The proposed bootstrap procedure is an adaptation of the method developed by Castillo-Páez et al. (2019) for spatial data. The idea would be to consider the functional process as a spatial process of dimension one so that repeated (independent) measurements are observed at some discretization points. This method requires the modelling of the variability of the process, which is done employing nonparametric techniques. Following the usual procedure in geostatistics, the modelling of the dependence is done through the semivariogram. For this purpose, a new package npfda (Fernandez-Casal et al. 2023) has been developed, adapting the tools implemented in the npsp package (Fernandez-Casal 2023) for this particular case (see the supplementary material for more details).

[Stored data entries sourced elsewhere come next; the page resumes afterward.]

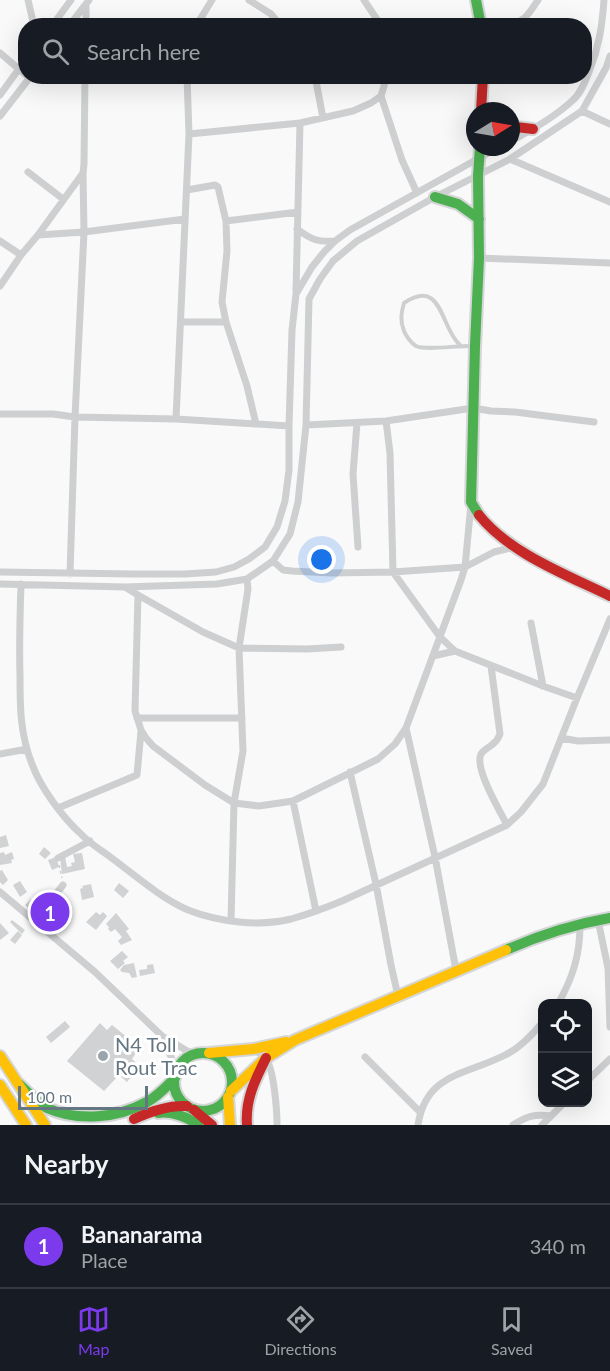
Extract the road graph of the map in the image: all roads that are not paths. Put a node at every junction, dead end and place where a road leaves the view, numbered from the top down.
1 (28, 0) edge
2 (71, 0) edge
3 (212, 0) edge
4 (249, 0) edge
5 (364, 0) edge
6 (476, 0) edge
7 (538, 0) edge
8 (604, 0) edge
9 (87, 1) edge
10 (32, 18) edge
11 (58, 18) edge
12 (75, 18) edge
13 (86, 18) edge
14 (201, 18) edge
15 (274, 18) edge
16 (376, 18) edge
17 (479, 18) edge
18 (526, 18) edge
19 (0, 53) edge
20 (610, 56) edge
21 (592, 65) edge
22 (18, 70) joint
23 (23, 84) edge
24 (85, 84) edge
25 (187, 84) edge
26 (317, 84) edge
27 (385, 84) edge
28 (482, 84) edge
29 (584, 84) edge
30 (0, 95) edge
31 (381, 96) junction
32 (481, 102) edge
33 (582, 111) junction
34 (0, 116) edge
35 (323, 118) junction
36 (300, 123) junction
37 (610, 124) edge
38 (520, 127) edge
39 (533, 129) junction
40 (189, 134) junction
41 (520, 136) edge
42 (474, 156) edge
43 (479, 156) edge
44 (510, 159) junction
45 (28, 172) dead end
46 (83, 173) junction
47 (478, 176) junction
48 (187, 190) junction
49 (417, 193) junction
50 (435, 196) junction
51 (63, 199) junction
52 (610, 202) edge
53 (298, 212) junction
54 (185, 219) junction
55 (479, 219) junction
56 (226, 221) junction
57 (297, 229) junction
58 (84, 232) junction
59 (39, 236) junction
60 (0, 241) edge
61 (335, 241) junction
62 (21, 255) junction
63 (479, 258) junction
64 (610, 263) edge
65 (0, 286) edge
66 (296, 294) junction
67 (181, 322) junction
68 (226, 322) junction
69 (460, 345) junction
70 (475, 346) junction
71 (473, 408) junction
72 (0, 414) edge
73 (75, 417) junction
74 (176, 419) junction
75 (386, 421) junction
76 (594, 422) dead end
77 (357, 423) junction
78 (256, 424) junction
79 (306, 425) junction
80 (289, 426) junction
81 (471, 502) junction
82 (358, 547) dead end
83 (518, 547) junction
84 (273, 561) junction
85 (465, 567) junction
86 (0, 572) edge
87 (393, 572) junction
88 (70, 574) junction
89 (247, 579) junction
90 (0, 584) edge
91 (21, 584) junction
92 (125, 587) junction
93 (138, 595) junction
94 (610, 596) edge
95 (610, 619) edge
96 (531, 623) dead end
97 (440, 637) junction
98 (340, 647) dead end
99 (239, 648) junction
100 (455, 651) junction
101 (434, 656) junction
102 (491, 666) junction
103 (543, 686) junction
104 (577, 698) junction
105 (137, 718) junction
106 (242, 718) junction
107 (406, 728) junction
108 (141, 730) junction
109 (561, 738) junction
110 (610, 740) edge
111 (27, 749) junction
112 (0, 754) edge
113 (350, 772) junction
114 (293, 801) junction
115 (234, 803) junction
116 (58, 808) junction
117 (507, 825) junction
118 (90, 841) junction
119 (435, 857) junction
120 (58, 858) road end
121 (376, 884) junction
122 (63, 885) road end
123 (0, 892) edge
124 (316, 911) junction
125 (610, 918) edge
126 (598, 920) junction
127 (35, 921) junction
128 (231, 921) junction
129 (580, 925) junction
130 (456, 970) junction
131 (398, 996) junction
132 (561, 999) edge
133 (610, 1027) edge
134 (538, 1029) edge
135 (162, 1036) junction
136 (295, 1040) junction
137 (253, 1049) junction
138 (206, 1054) junction
139 (194, 1055) junction
140 (0, 1056) edge
141 (365, 1057) dead end
142 (266, 1058) junction
143 (610, 1059) edge
144 (175, 1076) junction
145 (592, 1076) edge
146 (19, 1084) junction
147 (0, 1085) edge
148 (230, 1094) junction
149 (0, 1104) edge
150 (559, 1107) edge
151 (191, 1108) junction
152 (420, 1112) junction
153 (551, 1116) junction
154 (139, 1117) junction
155 (24, 1125) edge
156 (45, 1125) edge
157 (124, 1125) edge
158 (198, 1125) edge
159 (212, 1125) edge
160 (230, 1125) edge
161 (247, 1125) edge
162 (277, 1125) edge
163 (418, 1125) edge
164 (513, 1125) edge
165 (542, 1125) edge

1 - 10 street
2 - 11 street
3 - 14 street
4 - 15 street
5 - 16 street
6 - 17 main road
7 - 18 street
8 - 21 street
9 - 12 street
9 - 13 street
19 - 22 street
20 - 33 street
22 - 30 street
23 - 34 street
24 - 46 street
25 - 40 street
26 - 35 street
27 - 31 street
28 - 32 main road
29 - 39 street
31 - 35 street
31 - 49 street
33 - 37 street
33 - 44 street
35 - 36 street
36 - 40 street
36 - 53 street
38 - 39 main road
39 - 41 street
40 - 48 street
42 - 49 street
43 - 47 main road
44 - 47 street
44 - 52 street
45 - 51 street
46 - 51 street
46 - 58 street
47 - 50 street
47 - 55 main road
48 - 54 street
48 - 56 street
49 - 61 street
50 - 55 main road
50 - 79 street
51 - 59 street
53 - 56 street
53 - 57 street
54 - 58 street
54 - 67 street
55 - 63 main road
56 - 68 street
57 - 61 street
57 - 66 street
58 - 59 street
58 - 73 street
59 - 62 street
60 - 62 street
61 - 66 street
62 - 65 street
63 - 64 street
63 - 70 main road
66 - 80 street
67 - 68 street
67 - 74 street
68 - 78 street
69 - 69 lane
69 - 70 lane
70 - 71 main road
71 - 75 street
71 - 76 street
71 - 81 main road
72 - 73 street
73 - 74 street
73 - 88 street
74 - 78 street
75 - 77 street
75 - 87 street
77 - 79 street
77 - 82 street
78 - 80 street
79 - 84 street
80 - 88 street
81 - 83 main road
81 - 85 street
83 - 85 street
83 - 94 main road
84 - 87 street
84 - 89 street
85 - 87 street
85 - 97 street
86 - 88 street
87 - 97 street
89 - 92 street
89 - 99 street
90 - 91 street
91 - 92 street
91 - 111 street
92 - 93 street
93 - 99 street
93 - 105 street
95 - 104 street
96 - 103 street
97 - 100 street
97 - 101 street
98 - 99 street
99 - 106 street
100 - 101 street
100 - 102 street
101 - 107 street
102 - 103 street
102 - 117 street
103 - 104 street
104 - 109 street
105 - 106 street
105 - 108 street
106 - 115 street
107 - 113 street
107 - 119 street
108 - 115 street
108 - 116 street
109 - 110 street
109 - 117 street
111 - 112 street
111 - 116 street
113 - 114 street
113 - 121 street
114 - 115 street
114 - 124 street
115 - 128 street
116 - 118 street
117 - 119 street
118 - 120 street
118 - 128 street
119 - 121 street
119 - 130 street
121 - 124 street
121 - 131 street
122 - 127 street
123 - 127 street
124 - 128 street
125 - 126 main road
126 - 129 main road
126 - 133 street
127 - 135 street
129 - 130 main road
129 - 132 street
130 - 131 main road
131 - 136 main road
134 - 152 street
135 - 139 street
135 - 144 street
136 - 137 main road
136 - 142 main road
137 - 138 main road
137 - 142 street
138 - 139 main road
138 - 148 main road
139 - 144 main road
140 - 146 main road
141 - 152 street
142 - 148 main road
142 - 161 main road
142 - 162 street
143 - 145 street
144 - 146 main road
144 - 151 main road
146 - 156 main road
147 - 155 main road
148 - 151 main road
148 - 160 main road
149 - 155 main road
150 - 153 street
151 - 154 main road
151 - 159 main road
152 - 163 street
153 - 164 street
153 - 165 street
154 - 157 main road
154 - 158 main road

This methodology was applied to ground-level ozone data. The data set consist of daily averages of ozone concentration (\(\upmu \textrm{g}\) \(\textrm{m}^{-3}\)) recorded over the period from 1988 to 2020 at the Yarner Wood monitoring site in the UK (available at https://uk-air.defra.gov.uk/data). These data were pre-processed, applying the usual outlier detection and data imputation methods, using the package climatol (Guijarro 2019). It is assumed that the observations corresponding to each year are (partial) realizations of a functional process, so the data consist of 33 curves observed at 365 discretization points. This curves are shown in Fig. 1. As an initial objective, we will assume that we intend to make inferences about the annual trend of the ozone level. Specifically, the estimation of the mean curve and the construction of confidence intervals (Sect. 4). However, this methodology can be used for a large number of problems including the analysis of other pollution related variables.

Fig. 1
figure 1

Annual ozone curves (\({\upmu \textrm{g}\,\textrm{m}^{-3}}\)), from 1988 to 2020, at the Yarner Wood site in the UK (using a rainbow colour scale for the year)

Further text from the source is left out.